▶ DATA LISTING:
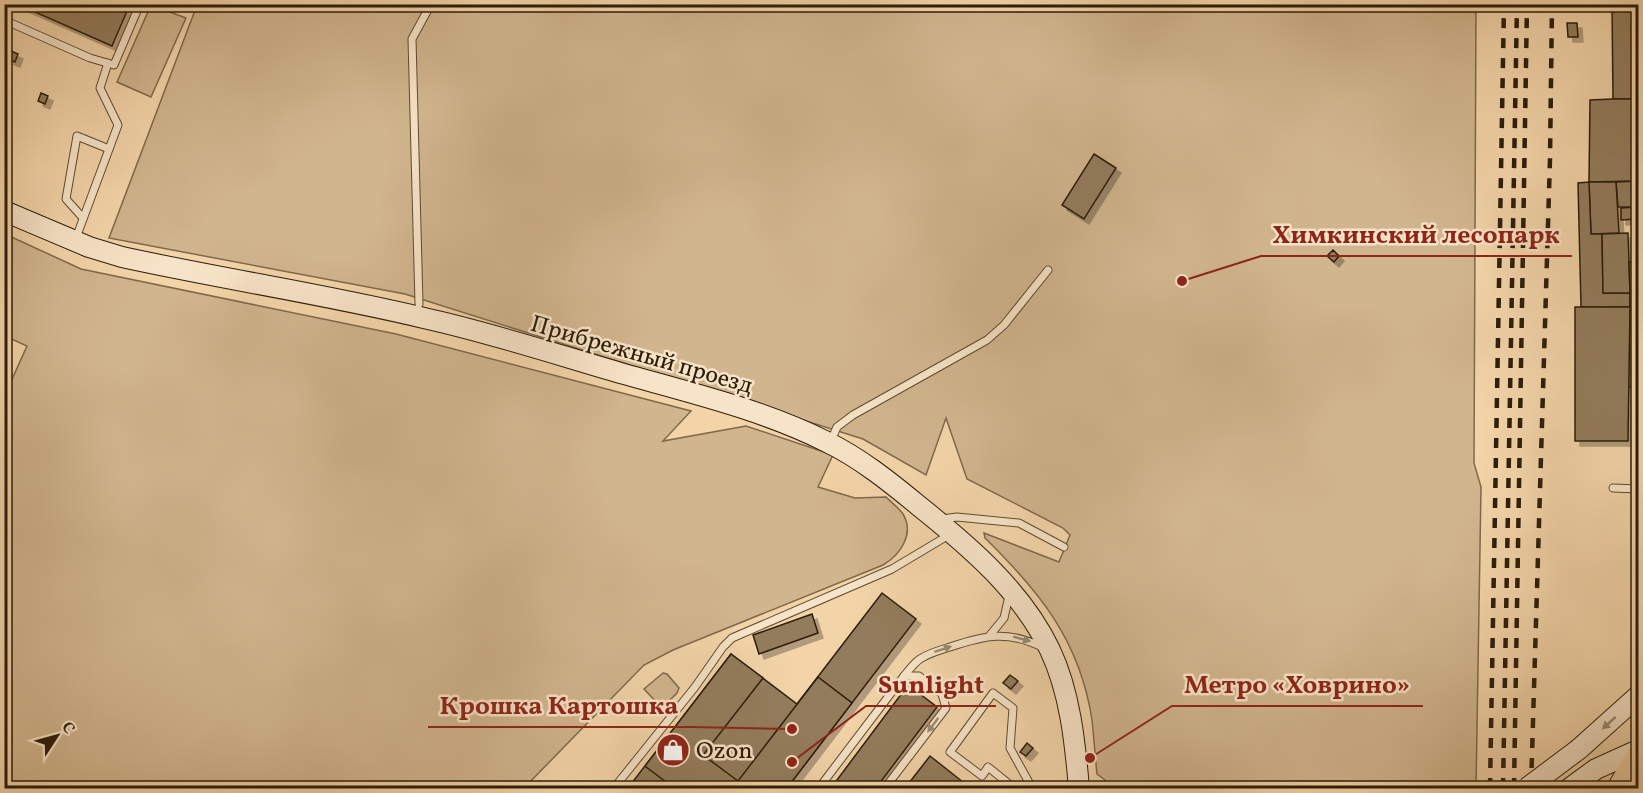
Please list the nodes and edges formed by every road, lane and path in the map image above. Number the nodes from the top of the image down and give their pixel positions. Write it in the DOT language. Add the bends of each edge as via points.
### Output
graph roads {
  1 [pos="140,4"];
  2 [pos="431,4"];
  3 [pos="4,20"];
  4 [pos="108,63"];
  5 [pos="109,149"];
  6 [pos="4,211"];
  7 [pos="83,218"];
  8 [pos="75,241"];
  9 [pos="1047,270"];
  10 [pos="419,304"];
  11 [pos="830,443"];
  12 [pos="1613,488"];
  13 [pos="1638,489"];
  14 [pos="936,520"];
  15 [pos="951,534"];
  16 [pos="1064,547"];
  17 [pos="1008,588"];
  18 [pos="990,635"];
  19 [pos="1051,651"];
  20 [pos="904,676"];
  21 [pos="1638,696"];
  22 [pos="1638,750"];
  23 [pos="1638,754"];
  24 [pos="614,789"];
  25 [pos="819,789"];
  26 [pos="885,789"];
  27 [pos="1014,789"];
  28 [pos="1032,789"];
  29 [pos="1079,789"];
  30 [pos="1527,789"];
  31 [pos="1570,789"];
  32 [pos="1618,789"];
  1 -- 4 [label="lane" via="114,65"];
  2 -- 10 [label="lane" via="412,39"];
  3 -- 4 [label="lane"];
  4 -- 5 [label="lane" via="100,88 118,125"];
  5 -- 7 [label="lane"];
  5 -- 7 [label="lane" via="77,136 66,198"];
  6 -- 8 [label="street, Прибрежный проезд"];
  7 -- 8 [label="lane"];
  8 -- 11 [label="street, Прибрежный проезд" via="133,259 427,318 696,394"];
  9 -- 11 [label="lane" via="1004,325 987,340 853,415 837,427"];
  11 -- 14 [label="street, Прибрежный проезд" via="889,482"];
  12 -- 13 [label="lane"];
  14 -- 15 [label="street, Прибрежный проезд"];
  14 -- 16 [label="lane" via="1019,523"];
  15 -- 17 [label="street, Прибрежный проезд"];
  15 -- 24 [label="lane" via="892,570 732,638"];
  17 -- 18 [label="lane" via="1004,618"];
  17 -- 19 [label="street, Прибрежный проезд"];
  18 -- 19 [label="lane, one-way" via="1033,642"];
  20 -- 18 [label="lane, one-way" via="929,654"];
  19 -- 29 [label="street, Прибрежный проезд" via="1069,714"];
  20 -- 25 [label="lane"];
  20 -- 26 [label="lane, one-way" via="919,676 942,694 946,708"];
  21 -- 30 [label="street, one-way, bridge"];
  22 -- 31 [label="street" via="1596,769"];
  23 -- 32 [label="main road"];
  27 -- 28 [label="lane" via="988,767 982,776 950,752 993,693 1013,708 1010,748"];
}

▶ TASK PROMPT: Report each line of the data in which "проезд" occurs.

▶ WRITTEN RESPONSE:
  6 -- 8 [label="street, Прибрежный проезд"];
  8 -- 11 [label="street, Прибрежный проезд" via="133,259 427,318 696,394"];
  11 -- 14 [label="street, Прибрежный проезд" via="889,482"];
  14 -- 15 [label="street, Прибрежный проезд"];
  15 -- 17 [label="street, Прибрежный проезд"];
  17 -- 19 [label="street, Прибрежный проезд"];
  19 -- 29 [label="street, Прибрежный проезд" via="1069,714"];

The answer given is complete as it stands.